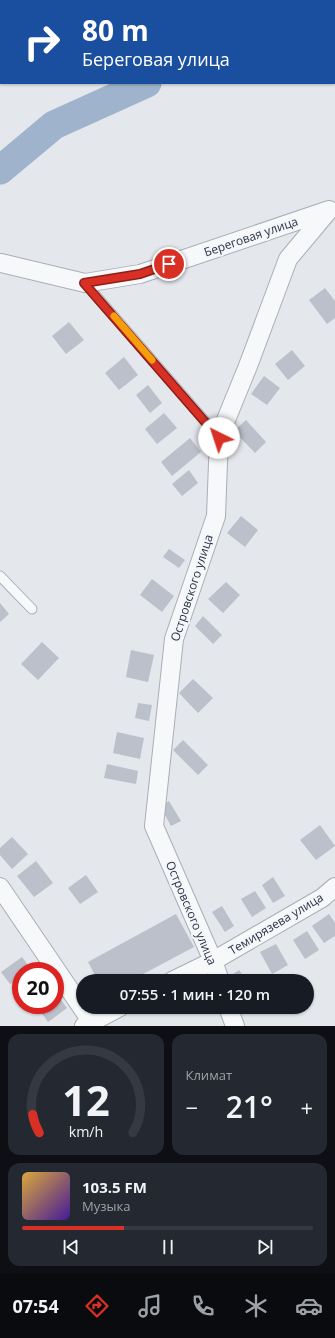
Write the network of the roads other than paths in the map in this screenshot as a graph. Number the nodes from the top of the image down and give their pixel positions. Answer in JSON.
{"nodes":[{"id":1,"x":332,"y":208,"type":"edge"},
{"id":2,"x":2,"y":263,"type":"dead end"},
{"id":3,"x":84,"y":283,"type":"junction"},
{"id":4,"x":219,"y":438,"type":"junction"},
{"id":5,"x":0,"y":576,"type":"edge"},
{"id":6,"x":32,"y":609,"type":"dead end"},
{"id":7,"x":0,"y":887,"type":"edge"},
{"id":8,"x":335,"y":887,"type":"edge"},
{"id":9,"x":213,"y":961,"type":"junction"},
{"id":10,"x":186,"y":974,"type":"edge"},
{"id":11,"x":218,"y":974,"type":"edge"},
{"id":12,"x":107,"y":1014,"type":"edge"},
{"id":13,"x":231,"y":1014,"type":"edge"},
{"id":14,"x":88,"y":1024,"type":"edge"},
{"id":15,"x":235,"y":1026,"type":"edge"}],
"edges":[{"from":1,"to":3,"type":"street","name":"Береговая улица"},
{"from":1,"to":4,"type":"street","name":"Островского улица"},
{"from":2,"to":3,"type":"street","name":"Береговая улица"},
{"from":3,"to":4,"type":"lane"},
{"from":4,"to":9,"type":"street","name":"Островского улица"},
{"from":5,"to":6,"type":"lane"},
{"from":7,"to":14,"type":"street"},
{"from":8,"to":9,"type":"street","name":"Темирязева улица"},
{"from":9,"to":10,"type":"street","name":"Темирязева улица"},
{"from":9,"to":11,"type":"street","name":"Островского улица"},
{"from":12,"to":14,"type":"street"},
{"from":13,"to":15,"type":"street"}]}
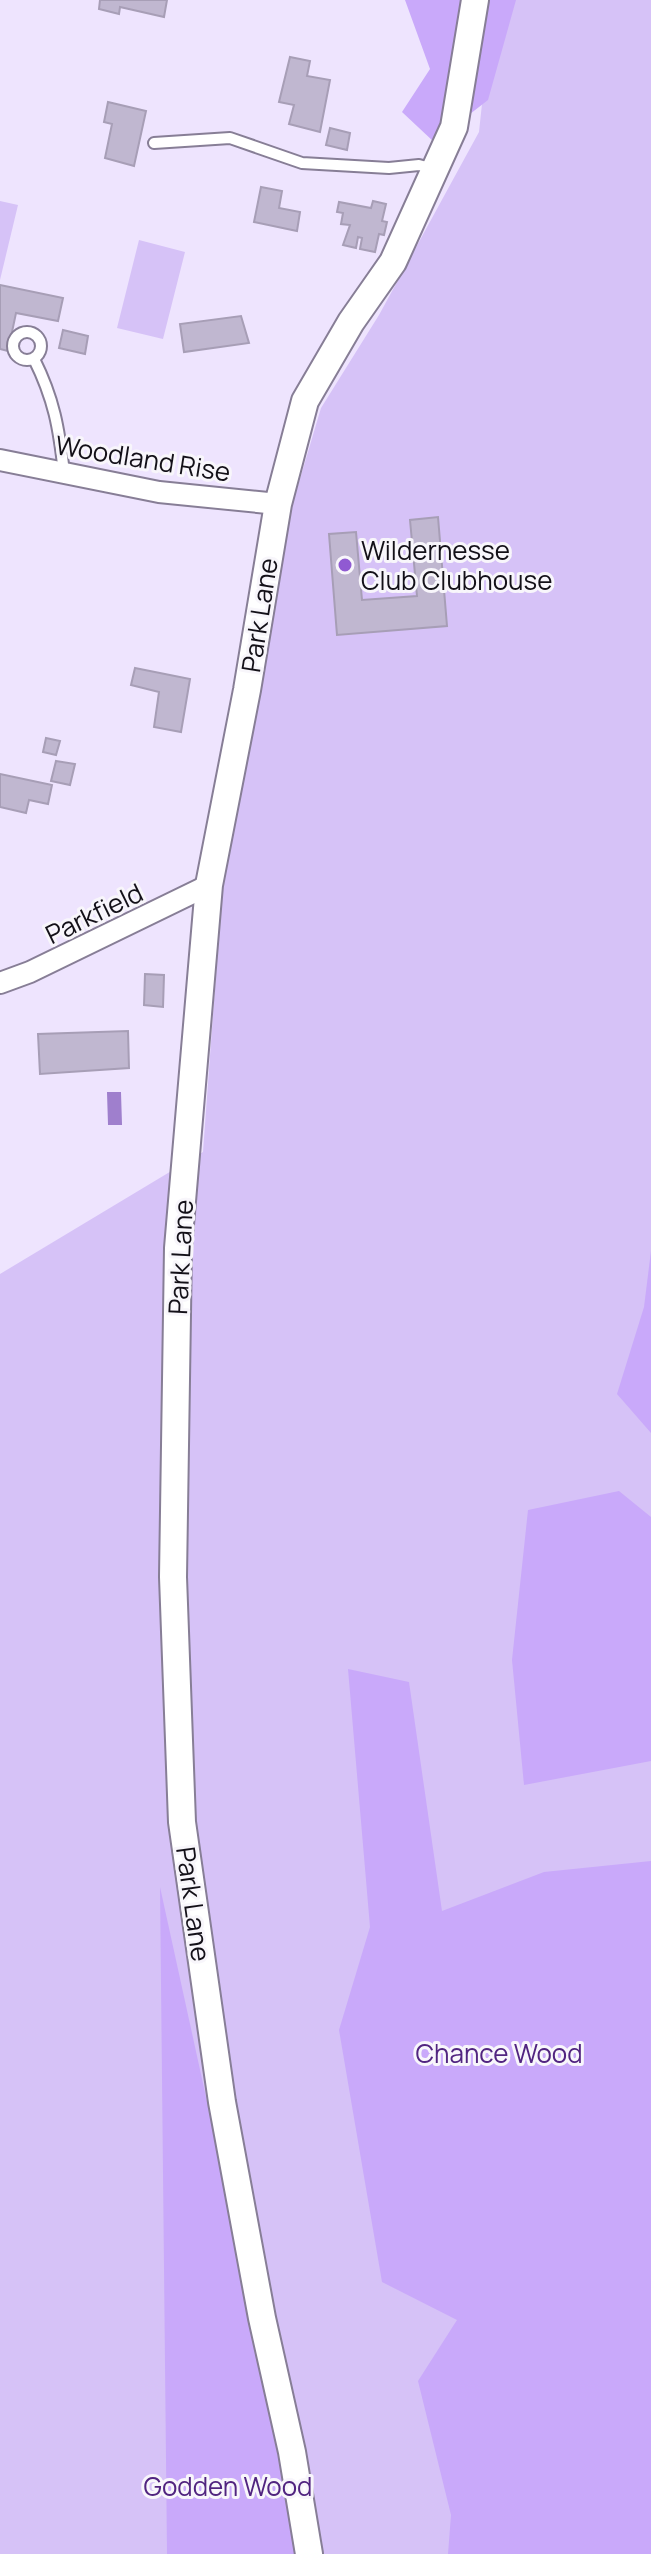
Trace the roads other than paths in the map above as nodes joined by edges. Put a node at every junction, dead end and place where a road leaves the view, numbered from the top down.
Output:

■ **THE PROBLEM**:
Please write out all the entries above again exactly as they appear, skipping any images.

■ **SOLUTION**:
Write the network of the roads other than paths in the map in this screenshot as a graph. Number the nodes from the top of the image down and give their pixel positions. Answer in JSON.
{"nodes":[{"id":1,"x":332,"y":208,"type":"edge"},
{"id":2,"x":2,"y":263,"type":"dead end"},
{"id":3,"x":84,"y":283,"type":"junction"},
{"id":4,"x":219,"y":438,"type":"junction"},
{"id":5,"x":0,"y":576,"type":"edge"},
{"id":6,"x":32,"y":609,"type":"dead end"},
{"id":7,"x":0,"y":887,"type":"edge"},
{"id":8,"x":335,"y":887,"type":"edge"},
{"id":9,"x":213,"y":961,"type":"junction"},
{"id":10,"x":186,"y":974,"type":"edge"},
{"id":11,"x":218,"y":974,"type":"edge"},
{"id":12,"x":107,"y":1014,"type":"edge"},
{"id":13,"x":231,"y":1014,"type":"edge"},
{"id":14,"x":88,"y":1024,"type":"edge"},
{"id":15,"x":235,"y":1026,"type":"edge"}],
"edges":[{"from":1,"to":3,"type":"street","name":"Береговая улица"},
{"from":1,"to":4,"type":"street","name":"Островского улица"},
{"from":2,"to":3,"type":"street","name":"Береговая улица"},
{"from":3,"to":4,"type":"lane"},
{"from":4,"to":9,"type":"street","name":"Островского улица"},
{"from":5,"to":6,"type":"lane"},
{"from":7,"to":14,"type":"street"},
{"from":8,"to":9,"type":"street","name":"Темирязева улица"},
{"from":9,"to":10,"type":"street","name":"Темирязева улица"},
{"from":9,"to":11,"type":"street","name":"Островского улица"},
{"from":12,"to":14,"type":"street"},
{"from":13,"to":15,"type":"street"}]}
Trace the roads other than paths in the map above as nodes joined by edges. Put a node at every junction, dead end and place where a road leaves the view, numbered from the top down.
Output:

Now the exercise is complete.